November’s event, “What is a Seed?” was the first of Ana Maria’s local classes for teachers I have attended.

Inside the Weld Hill Research Building at the Arnold Arboretum of Harvard University

It was also my first time in the gorgeous Weld Hill Research Building and I marveled at the carefully laid wood floors and beautiful facilities.

Ready for us attendees in the light-filled lecture room was a large ceramic plate of seeds Ana Maria had collected that week.

An Investigation

The class modeled how to set up an investigation for children and it was tremendous fun to look, feel, shake the various seeds, and ask questions of what was there.

We carefully pried apart, sorted, and, yes, investigated. We rattled nuts, threw seeds to see if they were windborne, and one attendee, for lack of a knife, investigated some small fleshy fruit with his pen to find the seeds within. We wondered at the unfamiliar seeds of the tulip tree and carefully pulled apart their flower-like form to find that each ‘petal’ was a winged seed.

With small plates at our disposal, some of us grouped our findings by their seeming function, others dismembered one specimen per plate.

One question led to another. Ana Maria explained that seeds that travel by sticking to fur grow on plants of mammal height, so we wondered if winged seeds typically appear on plants of great height.
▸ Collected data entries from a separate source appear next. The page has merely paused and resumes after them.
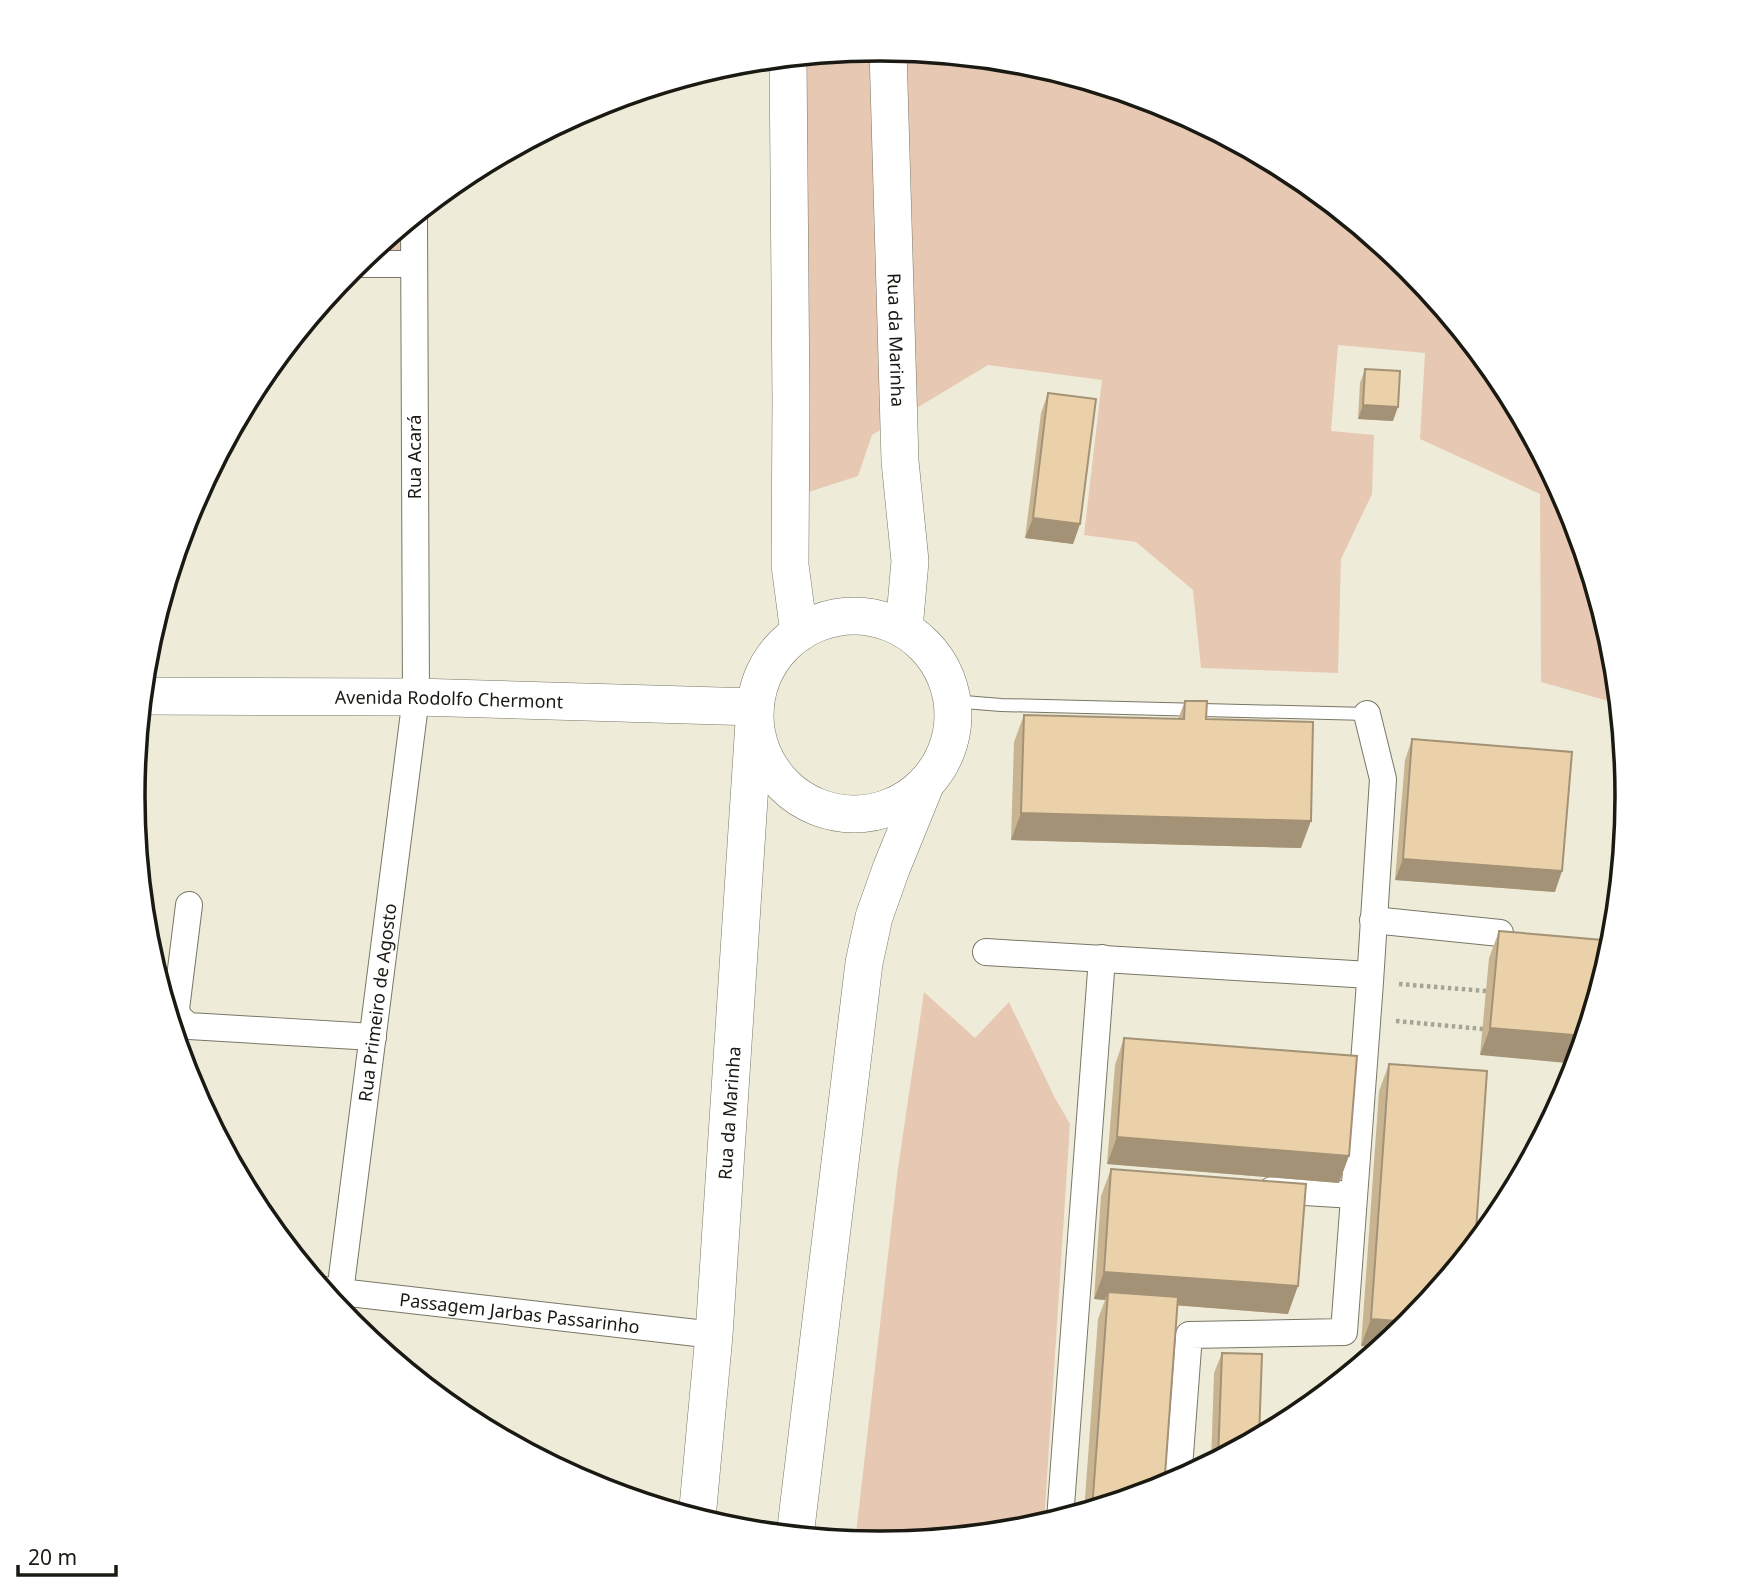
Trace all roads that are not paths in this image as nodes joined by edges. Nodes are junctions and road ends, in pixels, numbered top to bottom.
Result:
1 (888, 61) edge
2 (788, 68) edge
3 (414, 229) edge
4 (375, 264) edge
5 (413, 264) junction
6 (904, 629) junction
7 (799, 633) junction
8 (153, 696) edge
9 (416, 697) junction
10 (952, 701) junction
11 (755, 707) junction
12 (1367, 714) joint
13 (926, 783) junction
14 (189, 905) dead end
15 (1373, 920) junction
16 (1500, 933) edge
17 (986, 952) dead end
18 (1102, 958) junction
19 (1370, 978) junction
20 (176, 1007) edge
21 (180, 1018) edge
22 (373, 1037) junction
23 (1085, 1177) junction
24 (1112, 1178) edge
25 (1247, 1188) edge
26 (1354, 1195) junction
27 (335, 1289) edge
28 (344, 1298) edge
29 (714, 1335) junction
30 (1179, 1468) edge
31 (698, 1509) edge
32 (1061, 1509) edge
33 (796, 1526) edge

1 - 6 main road, Rua da Marinha
2 - 7 main road
3 - 5 street, Rua Acará
4 - 5 street
5 - 9 street, Rua Acará
6 - 7 main road
6 - 10 main road
7 - 11 main road
8 - 9 main road, Avenida Rodolfo Chermont
9 - 11 main road, Avenida Rodolfo Chermont
9 - 22 street, Rua Primeiro de Agosto
10 - 12 lane
10 - 13 main road
11 - 13 main road
11 - 29 main road, Rua da Marinha
12 - 15 street
13 - 33 main road
14 - 20 street
15 - 16 street
15 - 19 street
17 - 18 street
18 - 19 street
18 - 23 street
19 - 26 street
21 - 22 street
22 - 27 street, Rua Primeiro de Agosto
23 - 24 street
23 - 32 street
25 - 26 street
26 - 30 street
28 - 29 street, Passagem Jarbas Passarinho
29 - 31 main road, Rua da Marinha

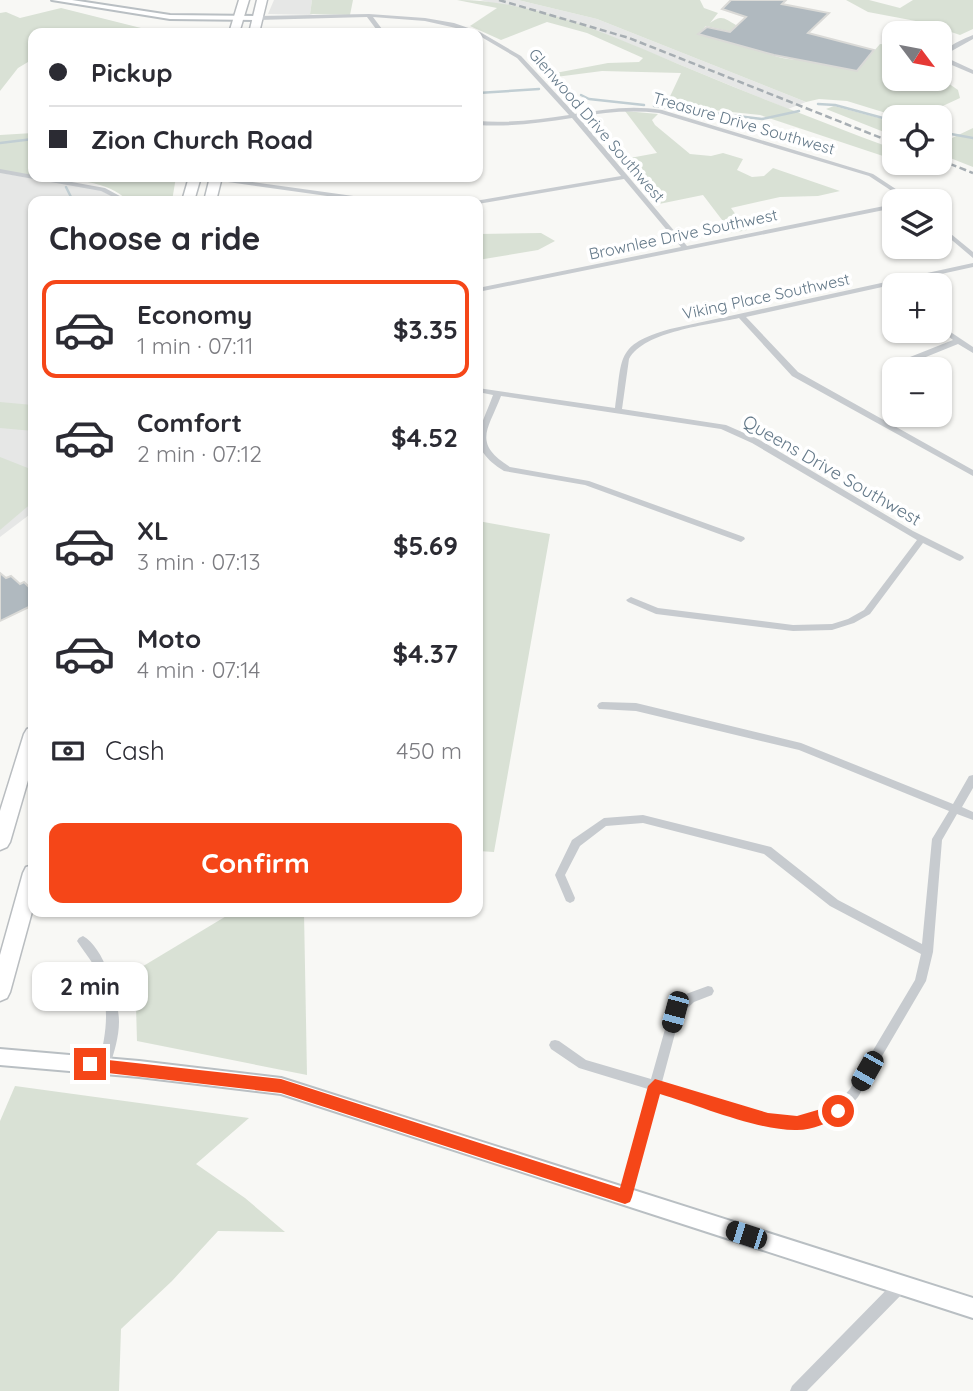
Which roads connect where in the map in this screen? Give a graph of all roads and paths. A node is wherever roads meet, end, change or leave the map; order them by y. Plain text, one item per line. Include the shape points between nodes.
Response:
1 (56, 0) edge
2 (244, 0) edge
3 (262, 0) edge
4 (369, 16) junction
5 (258, 18) junction
6 (239, 19) junction
7 (236, 28) edge
8 (255, 28) edge
9 (378, 28) edge
10 (459, 28) edge
11 (483, 36) edge
12 (973, 37) edge
13 (973, 72) edge
14 (573, 115) junction
15 (483, 123) edge
16 (0, 171) edge
17 (28, 176) edge
18 (626, 177) junction
19 (63, 182) edge
20 (244, 182) edge
21 (893, 189) edge
22 (116, 196) edge
23 (341, 196) edge
24 (483, 201) edge
25 (882, 208) edge
26 (952, 238) edge
27 (685, 248) junction
28 (973, 257) edge
29 (973, 265) edge
30 (940, 273) edge
31 (882, 287) edge
32 (483, 289) edge
33 (741, 316) junction
34 (952, 336) edge
35 (958, 341) junction
36 (973, 351) edge
37 (918, 357) edge
38 (483, 391) edge
39 (498, 393) junction
40 (618, 411) junction
41 (483, 434) edge
42 (483, 446) edge
43 (973, 473) edge
44 (922, 539) junction
45 (741, 540) dead end
46 (960, 558) dead end
47 (631, 600) dead end
48 (602, 706) dead end
49 (28, 750) edge
50 (973, 779) edge
51 (956, 809) junction
52 (973, 816) edge
53 (0, 842) edge
54 (28, 891) edge
55 (569, 898) dead end
56 (83, 941) dead end
57 (927, 952) junction
58 (708, 991) dead end
59 (0, 992) edge
60 (555, 1045) dead end
61 (0, 1057) edge
62 (104, 1066) junction
63 (655, 1086) junction
64 (625, 1197) junction
65 (901, 1285) junction
66 (973, 1308) edge
67 (797, 1391) edge

1 - 6 street via 170,17
2 - 6 highway
3 - 5 highway
4 - 5 street, Glenwood Drive Southwest
4 - 9 street
4 - 10 street, Glenwood Drive Southwest via 429,20
5 - 6 street
5 - 8 highway
6 - 7 highway
11 - 14 street, Glenwood Drive Southwest via 519,57
12 - 13 street via 941,58
14 - 15 street, Treasure Drive Southwest
14 - 18 street, Glenwood Drive Southwest
14 - 21 street, Treasure Drive Southwest via 624,108 668,113 872,175
16 - 17 street
18 - 24 street
18 - 27 street, Glenwood Drive Southwest
19 - 22 street
20 - 23 street
25 - 27 street, Brownlee Drive Southwest
26 - 28 street
27 - 32 street, Brownlee Drive Southwest
29 - 30 street, Viking Place Southwest
31 - 33 street, Viking Place Southwest
33 - 40 street, Viking Place Southwest via 638,343 623,360
33 - 43 street via 795,374
34 - 35 street
35 - 36 street
35 - 37 street
38 - 39 street, Queens Drive Southwest
39 - 40 street, Queens Drive Southwest
39 - 41 street
40 - 44 street, Queens Drive Southwest via 715,425 742,435
42 - 45 street via 507,469 586,484
44 - 46 street, Queens Drive Southwest
44 - 47 street via 867,611 832,627 793,628 656,611
48 - 51 street via 636,707 800,747
49 - 53 highway
50 - 51 street
51 - 52 street
51 - 57 street via 937,839
54 - 59 highway
55 - 57 street via 560,875 576,843 604,822 643,819 767,850 834,903
56 - 62 street via 96,956 108,988 113,1030
57 - 63 street via 920,981 854,1093 838,1111 797,1123 768,1120
58 - 63 street via 690,998 675,1012
60 - 63 street via 583,1064
61 - 62 street
62 - 64 street via 281,1086
63 - 64 street
64 - 65 street
65 - 66 street
65 - 67 street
An educational setting where no question is a dumb question is a refreshing place to learn.

Ana Maria didn’t necessarily answer but helped us ask more questions.

My main goal is to help teachers become more aware of and comfortable with using nature and the outdoors in their science teaching, with connections to art and the language arts. I try to model curiosity and questioning and throughout the year bring in other practices of science.
— Ana Maria Caballero, Outdoor Educator, Arnold Arboretum of Harvard University

With the specimens thoroughly explored and grouped, we took to the woods for a walk and saw with new eyes the stand of tulip trees, the unusual hairy helicopters of the three-flowered maple, and other previously unfamiliar wonders. Each educator gathered as much as they liked of seeds from the ground to take back to their various-sized classrooms. One teacher needed material for one-hundred students and we each handed him our surplus specimens.

We returned to the classroom for one more example of a seed investigation and looked more closely at the properties of different winged seeds.

The two-and-a-half-hour class felt like a vacation of wonder.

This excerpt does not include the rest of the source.